Visitors can also climb to the top of the Alki Point Lighthouse tower where the light is located for a very spectacular view of the area. A note of caution about the climb, the stairs are steep and the ladder at the top is even steeper. Young children are not allowed in the tower for safety reasons and the top of the tower gets very hot on a sunny day.

Tell them captnmike sent you and you will get your choice of free boating safety literature from the table at the front gate and a discount on the tour price.  However since the tour is already free and the literature is no charge either, won’t really save  any money, but it is the thought that counts, right?  And I always wanted someone to say that I sent them.  The tour is interesting covering over 100 years of time and you get a great view.
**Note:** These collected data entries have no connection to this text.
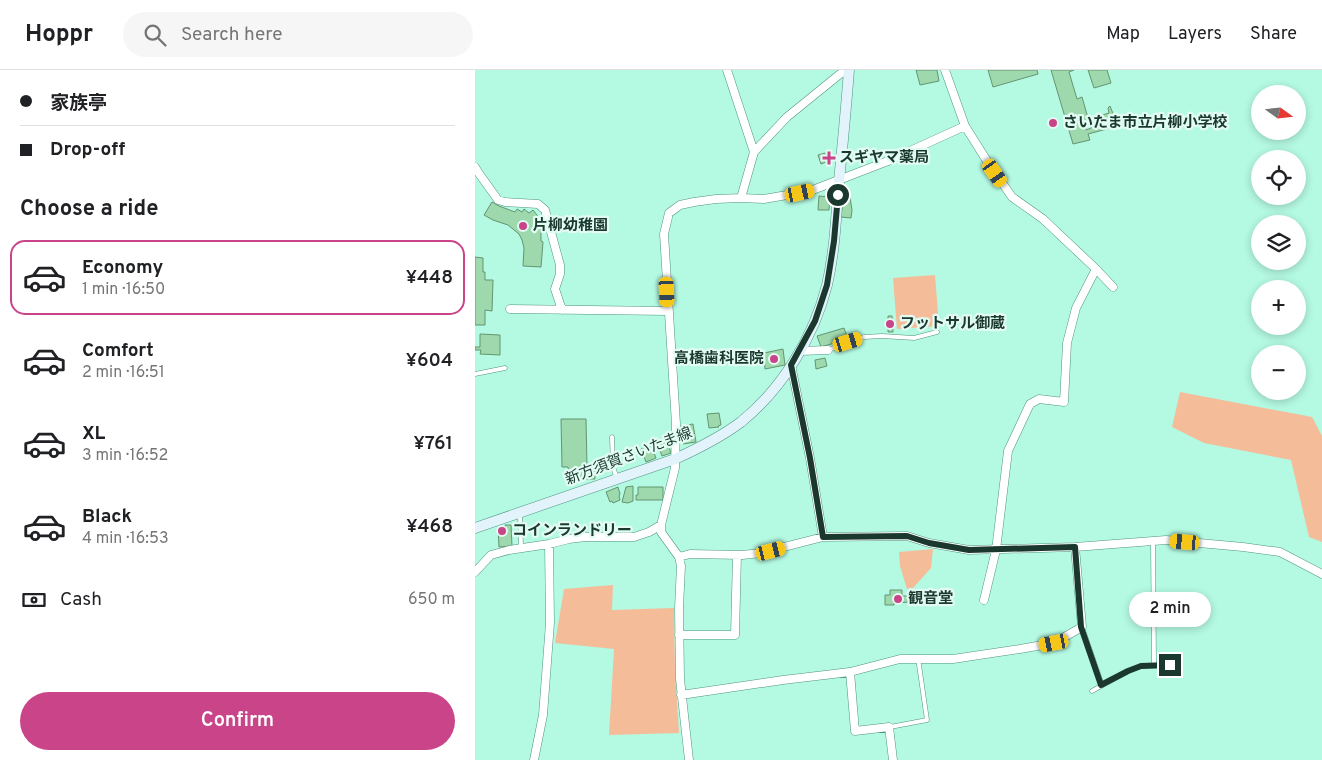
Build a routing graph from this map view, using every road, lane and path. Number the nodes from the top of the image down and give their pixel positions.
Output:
1 (727, 70) edge
2 (849, 70) edge
3 (945, 70) edge
4 (965, 126) junction
5 (754, 152) junction
6 (475, 167) edge
7 (839, 180) junction
8 (741, 198) junction
9 (1096, 269) junction
10 (1113, 286) dead end
11 (510, 309) dead end
12 (562, 310) junction
13 (668, 311) junction
14 (937, 332) dead end
15 (800, 350) junction
16 (828, 350) joint
17 (791, 365) junction
18 (505, 368) dead end
19 (475, 374) edge
20 (612, 437) dead end
21 (675, 459) junction
22 (617, 479) junction
23 (520, 513) junction
24 (661, 524) junction
25 (475, 528) edge
26 (823, 537) junction
27 (1153, 541) junction
28 (549, 544) junction
29 (1075, 547) junction
30 (521, 548) junction
31 (996, 550) junction
32 (737, 555) junction
33 (679, 557) junction
34 (475, 572) edge
35 (1322, 574) edge
36 (985, 600) dead end
37 (1081, 627) junction
38 (679, 635) junction
39 (918, 658) junction
40 (1155, 665) junction
41 (1170, 665) dead end
42 (851, 672) junction
43 (1101, 685) junction
44 (1092, 691) dead end
45 (681, 695) junction
46 (889, 727) junction
47 (534, 760) edge
48 (689, 760) edge
49 (893, 760) edge

1 - 5 street
2 - 5 street
2 - 7 main road, 新方須賀さいたま線
3 - 4 street
4 - 7 street
4 - 9 street
5 - 8 street
6 - 12 street
7 - 8 street
7 - 15 main road, 新方須賀さいたま線
8 - 13 street
9 - 10 street
9 - 31 street
11 - 12 street
12 - 13 street
13 - 21 street
14 - 16 lane
15 - 16 street
15 - 17 main road, 新方須賀さいたま線
17 - 21 main road, 新方須賀さいたま線
17 - 26 street
18 - 19 lane
20 - 22 lane
21 - 22 main road, 新方須賀さいたま線
21 - 24 street
22 - 23 main road, 新方須賀さいたま線
23 - 25 main road, 新方須賀さいたま線
23 - 30 lane
24 - 28 street
24 - 33 street
26 - 31 street
26 - 32 street
27 - 29 street
27 - 35 street
27 - 40 lane
28 - 30 street
28 - 47 street
29 - 31 street
29 - 37 street
30 - 34 street
31 - 36 street
32 - 33 street
32 - 38 street
33 - 38 street
37 - 39 street
37 - 43 lane
38 - 45 street
39 - 42 street
39 - 46 lane
40 - 41 lane
40 - 43 lane
42 - 45 street
42 - 46 street
43 - 44 lane
45 - 48 street
46 - 49 street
For a look at many other Aids to Navigation please see: The National Aids to Navigation Museum

For more Lighthouse, Lifesaving and Coast Guard History see: The U.S. Coast Guard Museum, Seattle, Washington

Updated September 26, 2014: Added drawings showing proposed structures from 1911.  These two images are from the drawings sent to the Commissioner, Bureau of Light-Houses by C.W. Leick in May 1911.

Thanks for your interest in Boating Safety and Seattle history.

– c/m –

This entry was posted in Boating Safety, History, seattle and tagged , , , , . Bookmark the permalink.
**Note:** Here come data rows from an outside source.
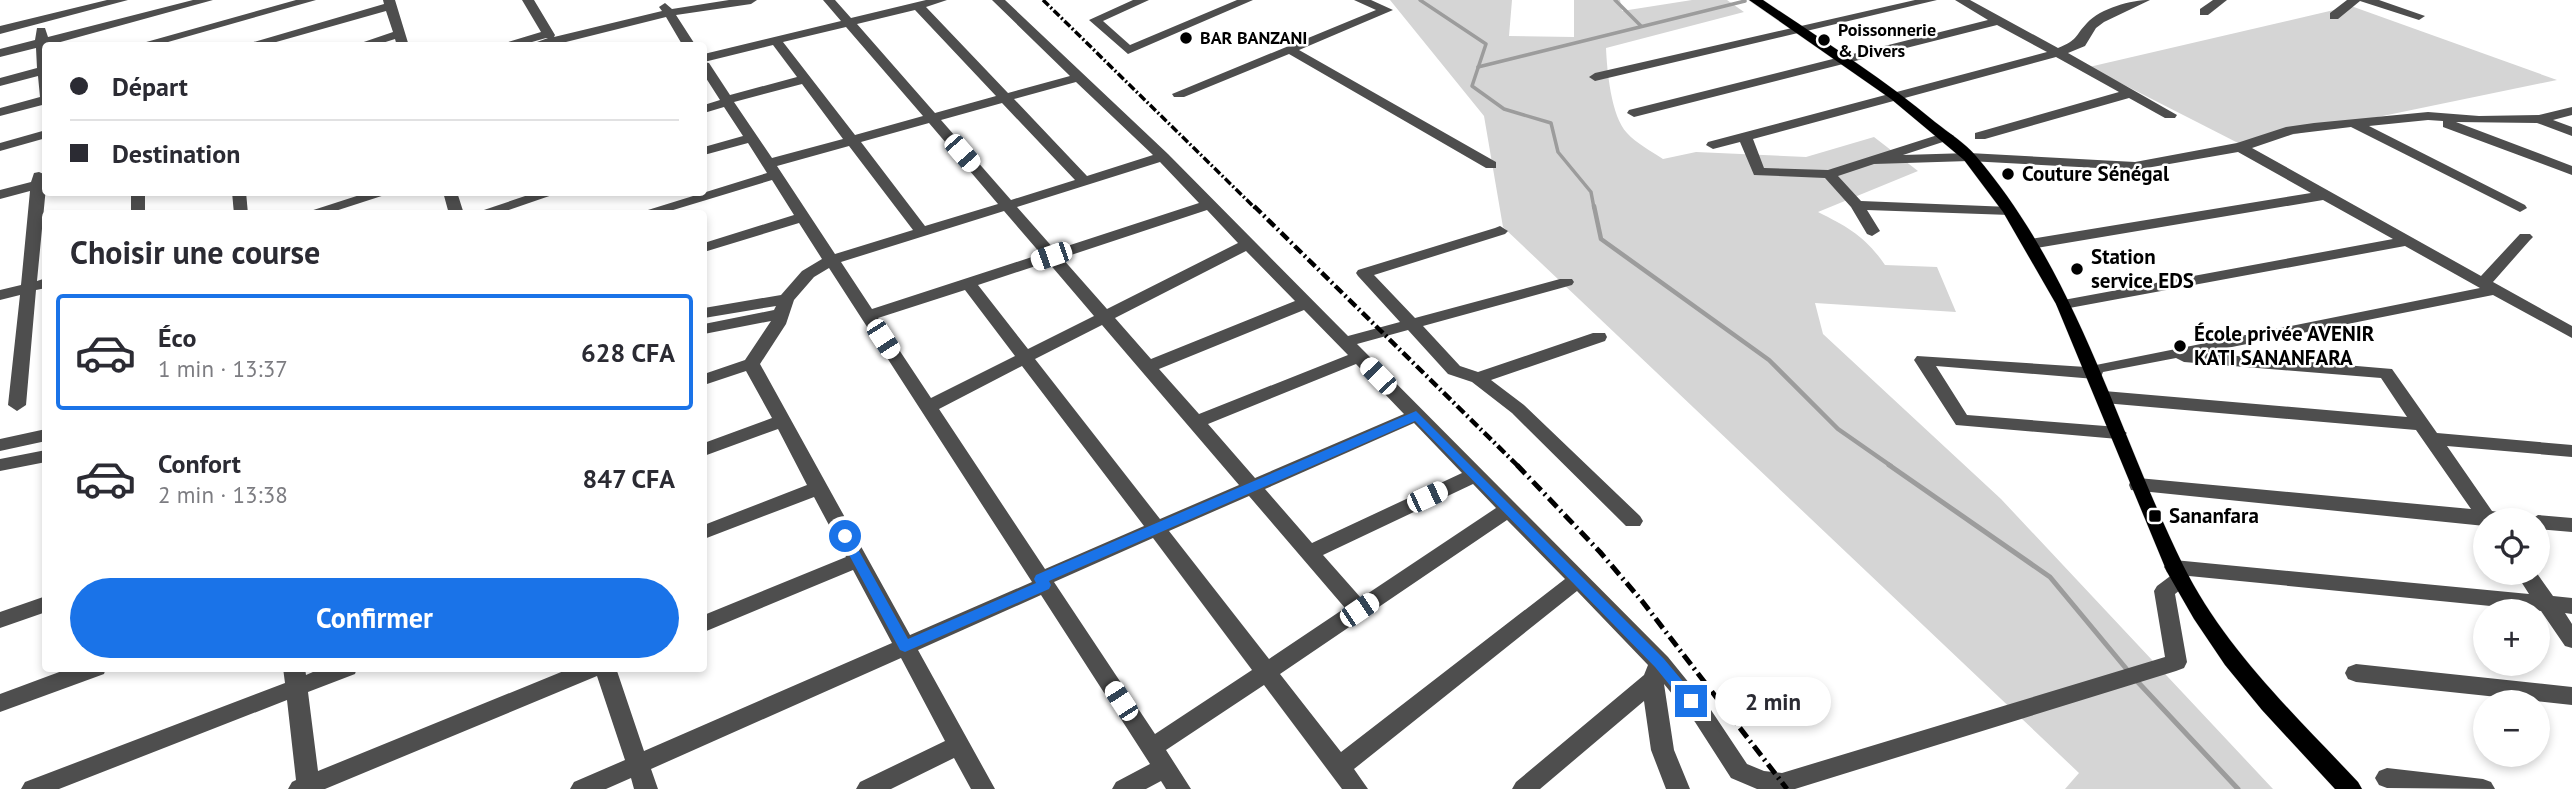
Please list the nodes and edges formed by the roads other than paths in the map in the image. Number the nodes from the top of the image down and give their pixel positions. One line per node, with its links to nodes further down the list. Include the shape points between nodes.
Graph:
1 (122, 0): 26 (street)
2 (207, 0): 34 (street)
3 (310, 0): 35 (street)
4 (528, 0): 31 (street)
5 (705, 0): 21 (street)
6 (751, 0): 21 (street)
7 (830, 0): 28 (street)
8 (941, 0): 22 (street)
9 (998, 0): 48 (street)
10 (1143, 0): 11 (street, via 1095,20 1128,50)
11 (1247, 0)
12 (1360, 0): 41 (street, via 1387,10)
13 (1755, 0): 30 (main road)
14 (1931, 0): 30 (street)
15 (1961, 0): 27 (street)
16 (2144, 0): 43 (street, via 2100,19 2081,43)
17 (2221, 0): 23 (street)
18 (2355, 0): 24 (street)
19 (2366, 0): 25 (street)
20 (390, 3): 32 (street); 36 (street)
21 (664, 6): 31 (street); 38 (street); 39 (street)
22 (918, 6): 28 (street); 55 (street)
23 (2204, 12)
24 (2334, 16)
25 (2419, 16)
26 (40, 20): 29 (street); 40 (street)
27 (1998, 21): 43 (street); 45 (street)
28 (849, 23): 33 (street); 64 (street)
29 (0, 30)
30 (1799, 30): 45 (main road); 49 (street)
31 (549, 34): 37 (street)
32 (401, 40)
33 (776, 41): 44 (street); 50 (street)
34 (46, 42)
35 (153, 42)
36 (259, 42)
37 (517, 42)
38 (545, 42)
39 (687, 42)
40 (42, 43): 42 (street)
41 (1289, 49): 53 (street); 81 (street)
42 (0, 53)
43 (2058, 53): 52 (street); 54 (street)
44 (707, 57)
45 (1843, 60): 54 (main road); 61 (street)
46 (42, 71): 51 (street)
47 (707, 71): 57 (street)
48 (1079, 77): 55 (street); 77 (street)
49 (1595, 77)
50 (805, 79): 57 (street); 72 (street)
51 (0, 82)
52 (2131, 93): 62 (street); 80 (street, via 1980,136)
53 (1179, 94)
54 (1896, 96): 69 (main road); 70 (street)
55 (1005, 98): 64 (street); 86 (street)
56 (42, 99): 60 (street)
57 (727, 101): 58 (street); 71 (street)
58 (707, 108)
59 (2572, 111): 65 (street)
60 (0, 112)
61 (1634, 113)
62 (2170, 115)
63 (2428, 116): 65 (street); 66 (street); 83 (street)
64 (932, 118): 72 (street); 96 (street)
65 (2539, 119): 67 (street)
66 (2354, 124): 74 (street, via 2291,130); 98 (street)
67 (2572, 132)
68 (42, 135): 75 (street)
69 (1947, 136): 78 (main road); 79 (street)
70 (1745, 137): 73 (street); 84 (street, via 1759,172)
71 (751, 138): 76 (street); 82 (street)
72 (852, 140): 82 (street); 106 (street)
73 (1713, 145)
74 (2241, 146): 80 (street, via 2135,166); 90 (street)
75 (0, 147)
76 (707, 150)
77 (1163, 157): 86 (street); 95 (street)
78 (1969, 157): 79 (street); 80 (street); 102 (main road)
79 (1873, 160): 84 (street)
80 (2007, 160)
81 (1491, 165)
82 (771, 169): 88 (street); 103 (street)
83 (2572, 171)
84 (1829, 174): 97 (street)
85 (42, 179): 87 (street); 89 (street); 118 (street)
86 (1084, 181): 96 (street)
87 (0, 187)
88 (707, 191)
89 (0, 195)
90 (2326, 195): 108 (street); 110 (street)
91 (371, 196): 94 (street)
92 (540, 196): 100 (street)
93 (694, 196): 101 (street)
94 (344, 203): 99 (street)
95 (1210, 204): 109 (street); 112 (street)
96 (1008, 205): 106 (street); 112 (street)
97 (1857, 205): 102 (street); 105 (street)
98 (2520, 208)
99 (321, 210)
100 (493, 210)
101 (653, 210)
102 (2010, 211): 110 (main road)
103 (803, 217): 111 (street); 113 (street)
104 (1500, 230): 126 (street, via 1364,272)
105 (1872, 231)
106 (922, 232): 113 (street)
107 (2525, 237): 117 (street)
108 (2408, 241): 117 (street); 121 (street)
109 (1248, 244): 120 (street); 125 (street)
110 (2030, 244): 121 (main road)
111 (707, 247)
112 (1051, 256): 116 (street); 125 (street)
113 (831, 260): 122 (street, via 808,274); 124 (street)
114 (1566, 282): 126 (street)
115 (42, 284): 118 (street)
116 (968, 284): 124 (street); 133 (street)
117 (2489, 287): 128 (street); 131 (street)
118 (28, 288): 119 (street); 140 (street)
119 (0, 295)
120 (1307, 303): 130 (street); 135 (street)
121 (2064, 304): 136 (main road)
122 (784, 307): 123 (street); 127 (street); 134 (street)
123 (707, 313)
124 (868, 316): 141 (street)
125 (1105, 317): 133 (street); 135 (street)
126 (1412, 324): 130 (street); 137 (street, via 1454,370)
127 (707, 328)
128 (2572, 333)
129 (1599, 337): 137 (street)
130 (1345, 342): 132 (street)
131 (2160, 355): 136 (street); 145 (street, via 2386,373)
132 (1359, 357): 142 (street); 144 (street)
133 (1025, 358): 141 (street); 163 (street)
134 (751, 364): 138 (street); 143 (street)
135 (1147, 366): 144 (street)
136 (2094, 371): 139 (main road); 146 (street, via 1923,360 1962,421)
137 (1478, 378): 160 (street, via 1518,409)
138 (707, 379)
139 (2104, 397): 145 (street); 146 (main road)
140 (17, 405)
141 (928, 407): 169 (street)
142 (1416, 415): 153 (street); 156 (street)
143 (782, 421): 149 (street); 155 (street)
144 (1196, 422): 156 (street)
145 (2427, 431): 150 (street); 157 (street)
146 (2118, 433): 154 (main road)
147 (42, 436): 148 (street)
148 (0, 445)
149 (707, 449)
150 (2572, 451)
151 (42, 457): 152 (street)
152 (0, 465)
153 (1475, 475): 158 (street); 165 (street)
154 (2138, 485): 159 (street); 167 (main road)
155 (818, 488): 164 (street); 166 (street)
156 (1253, 488): 163 (street); 165 (street)
157 (2480, 508)
158 (1509, 509): 168 (street); 175 (street)
159 (2473, 518)
160 (1633, 521)
161 (2550, 523): 162 (street)
162 (2572, 526)
163 (1156, 528): 169 (street); 185 (street)
164 (707, 530)
165 (1309, 553): 175 (street)
166 (858, 561): 177 (street); 179 (street)
167 (2177, 573): 170 (street); 180 (street, via 2164,591 2176,662 1782,783 1739,771 1703,716); 207 (main road, via 2233,659)
168 (1578, 579): 180 (street); 193 (street)
169 (1043, 582): 179 (street); 191 (street)
170 (2497, 599)
171 (2550, 603): 173 (street)
172 (42, 605): 176 (street)
173 (2572, 606)
174 (2550, 609): 178 (street)
175 (1359, 610): 185 (street)
176 (0, 620)
177 (707, 623)
178 (2572, 640)
179 (905, 646): 190 (street); 192 (street)
180 (1656, 671): 205 (street); 206 (street, via 1656,719 1662,752)
181 (85, 672): 189 (street)
182 (326, 672): 187 (street)
183 (585, 672): 196 (street)
184 (606, 672): 192 (street)
185 (1267, 673): 191 (street); 193 (street)
186 (2356, 673): 188 (street)
187 (295, 678): 196 (street); 197 (street)
188 (2572, 696)
189 (0, 703)
190 (959, 746): 200 (street); 201 (street)
191 (1152, 748): 194 (street)
192 (637, 765): 198 (street); 199 (street)
193 (1339, 767): 204 (street)
194 (1165, 768): 202 (street); 203 (street)
195 (2387, 778): 208 (street)
196 (306, 788)
197 (33, 789)
198 (582, 789)
199 (646, 789)
200 (868, 789)
201 (983, 789)
202 (1124, 789)
203 (1179, 789)
204 (1356, 789)
205 (1524, 789)
206 (1678, 789)
207 (2350, 789)
208 (2483, 789)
9 Responses to Alki Point Lighthouse History & Tours

  1. I was officer in charge of alki point from feb 1974 to feb 1976 that was the best duty I had during my 20nyear career. I loved seattle and its friendly people

    • captnmike says:

      I have talked with two Admirals that have lived at Alki and they both like living there

      Glad you liked Seattle and your duty here – lots of history at Alki

      I hope your retirement is going well

  2. Jade K. says:

    I am doing a report on this Lighthouse and I was wondering the dimensions of this lighthouse. I need to know the height, length, and width. I used to live in Washington too and I love the state!

    • captnmike says:

      The light is 39 ft above average high water level, since the base of the lighthouse is above the average high water the light is less than 39 ft above the land, but add the roof

      I have ask a couple of researchers that have access to Coast Guard records to help, remind me in a few days if I forget

      • Jade K. says:

        Ok thanks!

      • captnmike says:

        Found a copy of the original floor plans & elevation drawing. It will be probably Friday when I can get a copy made. Part of the problem also is there are many “heights” depending on what you are looking at. The building is also not rectangular, the tower sticks out on the east end.

      • captnmike says:

        I sent you a PDF of the drawings showing the Proposed buildings as sent to the Commissioner, Bureau of Light-Houses

        I have also added drawings showing the proposed Keepers Quarters & Light and Signal Building.

        Hope that helps your report

  3. Anonymous says:

    Hello captnmike,

    I too am writing a report on it. If you would be so kind to send me the pdf as well I would very much appreciate it!